The Shenzhen Court of International Arbitration (SCIA), the branch of China’s court system responsible for resolving disputes in arbitration, recently ruled that Bitcoin assets will be treated as legal property. The case at issue before the SCIA addressed the issue of whether a Chinese investor who invests using cryptocurrency is entitled to the same protection of the nation’s investment laws as an investor using traditional money.

An investor filed suit in the SCIA against a person employed to manage around half a million dollars’ worth of Bitcoin assets. The plaintiff, a private investor, brought the case against the asset manager after he allegedly refused to return the Bitcoin assets to the investor after a dispute regarding business strategy. The assets manager, however, argued that there was no legal recourse for the investor to retrieve his funds since they were in the form of cryptocurrency. Because Bitcoin and cryptocurrency assets were not recognized as a form of currency in China, the defendant claimed, there were no ‘funds’ to be returned.

After considering the facts of the case, the arbitrator dismissed the defendant’s reasoning. The SCIA ruled that regardless of the fact that China does not recognize cryptocurrency as a form of legal currency, it is not illegal to own. Rather, virtual currency assets are personal property. As such, and like any other personal property, cryptocurrency owners deserve the full protection of Chinese law.

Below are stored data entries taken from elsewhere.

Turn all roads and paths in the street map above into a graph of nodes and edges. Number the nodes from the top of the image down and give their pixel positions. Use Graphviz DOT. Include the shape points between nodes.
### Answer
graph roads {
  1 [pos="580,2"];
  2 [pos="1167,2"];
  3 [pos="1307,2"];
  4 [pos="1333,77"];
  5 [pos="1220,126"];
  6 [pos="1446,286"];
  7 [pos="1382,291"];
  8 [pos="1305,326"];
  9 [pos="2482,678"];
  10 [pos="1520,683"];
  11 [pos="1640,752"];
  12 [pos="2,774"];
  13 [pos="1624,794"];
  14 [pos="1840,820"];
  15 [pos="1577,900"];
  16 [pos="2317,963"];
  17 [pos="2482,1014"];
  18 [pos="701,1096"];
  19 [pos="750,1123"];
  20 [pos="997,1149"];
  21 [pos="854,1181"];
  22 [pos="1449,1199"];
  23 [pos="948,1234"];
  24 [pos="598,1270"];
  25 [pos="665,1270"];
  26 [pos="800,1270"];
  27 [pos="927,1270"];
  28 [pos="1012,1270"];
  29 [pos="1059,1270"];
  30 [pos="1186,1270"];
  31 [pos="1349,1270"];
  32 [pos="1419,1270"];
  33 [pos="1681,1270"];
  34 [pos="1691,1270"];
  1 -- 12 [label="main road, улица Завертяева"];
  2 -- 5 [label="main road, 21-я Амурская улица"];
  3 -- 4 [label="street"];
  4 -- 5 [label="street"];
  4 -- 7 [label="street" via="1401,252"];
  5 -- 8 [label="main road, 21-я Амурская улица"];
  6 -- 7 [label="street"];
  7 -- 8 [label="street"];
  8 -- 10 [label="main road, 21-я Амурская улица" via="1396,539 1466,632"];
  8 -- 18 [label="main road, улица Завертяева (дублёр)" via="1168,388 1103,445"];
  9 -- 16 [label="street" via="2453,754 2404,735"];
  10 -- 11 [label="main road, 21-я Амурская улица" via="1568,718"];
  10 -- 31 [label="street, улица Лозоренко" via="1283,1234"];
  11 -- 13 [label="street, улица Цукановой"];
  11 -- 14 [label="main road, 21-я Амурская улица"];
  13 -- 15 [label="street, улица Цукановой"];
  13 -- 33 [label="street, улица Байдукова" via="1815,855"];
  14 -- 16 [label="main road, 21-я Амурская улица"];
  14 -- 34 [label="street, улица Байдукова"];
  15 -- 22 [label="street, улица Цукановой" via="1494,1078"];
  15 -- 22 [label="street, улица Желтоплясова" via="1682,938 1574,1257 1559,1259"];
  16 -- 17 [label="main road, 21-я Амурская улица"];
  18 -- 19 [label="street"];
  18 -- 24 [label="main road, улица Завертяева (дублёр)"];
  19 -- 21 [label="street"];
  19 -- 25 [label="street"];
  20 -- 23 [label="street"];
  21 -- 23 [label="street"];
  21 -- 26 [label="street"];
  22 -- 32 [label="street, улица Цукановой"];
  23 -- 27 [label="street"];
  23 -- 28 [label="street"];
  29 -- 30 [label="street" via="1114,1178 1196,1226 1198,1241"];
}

SCIA Ruling Foreshadows Shift in Policy

This landmark ruling may have been passed down from a local arbitration court, but it indicates a larger shift in China’s approach to cryptocurrency. And while some media outlets are claiming that this case ends the nation’s de facto ban on using and trading cryptocurrencies, it’s important to understand that progress in this regard will be gradual.

Notably, the SCIA’s ruling does not have any influence on China’s existing financial regulations. However, the precedent set by the SCIA does indicate that Chinese citizens may have grounds to claim their crypto assets as personal property for other legal disputes in the future. This ruling could help boost digital coin activity on the mainland providing investors and consumers with the confidence of knowing that their transactions are protected by the Chinese courts.

This case could earmark a turning point in China’s larger policies regarding cryptocurrencies and blockchain technology. The country’s regulations had previously left very little wiggle room for the use of cryptocurrencies. China’s government has had a notably restrictive stance on cryptocurrency, and this case has significantly changed the tone surrounding fintech policies in the PRC.

China’s approach to regulating cryptocurrency has recently begun to soften. Adoption of blockchain technology on the mainland has been soaring, and cryptocurrency would surely follow suit if it were unburdened by financial regulations. While we’re unlikely to see a total reversal of the PRC’s restrictive digital currency regulations, the recent ruling of the SCIA will now allow Chinese citizens interested in cryptocurrency or blockchain technology to explore this new world without fear. And with a growing number of cryptocurrency platforms like Halo Platform offering localized divisions for Chinese markets, there are plenty of fintech innovations for this growing marketplace to explore.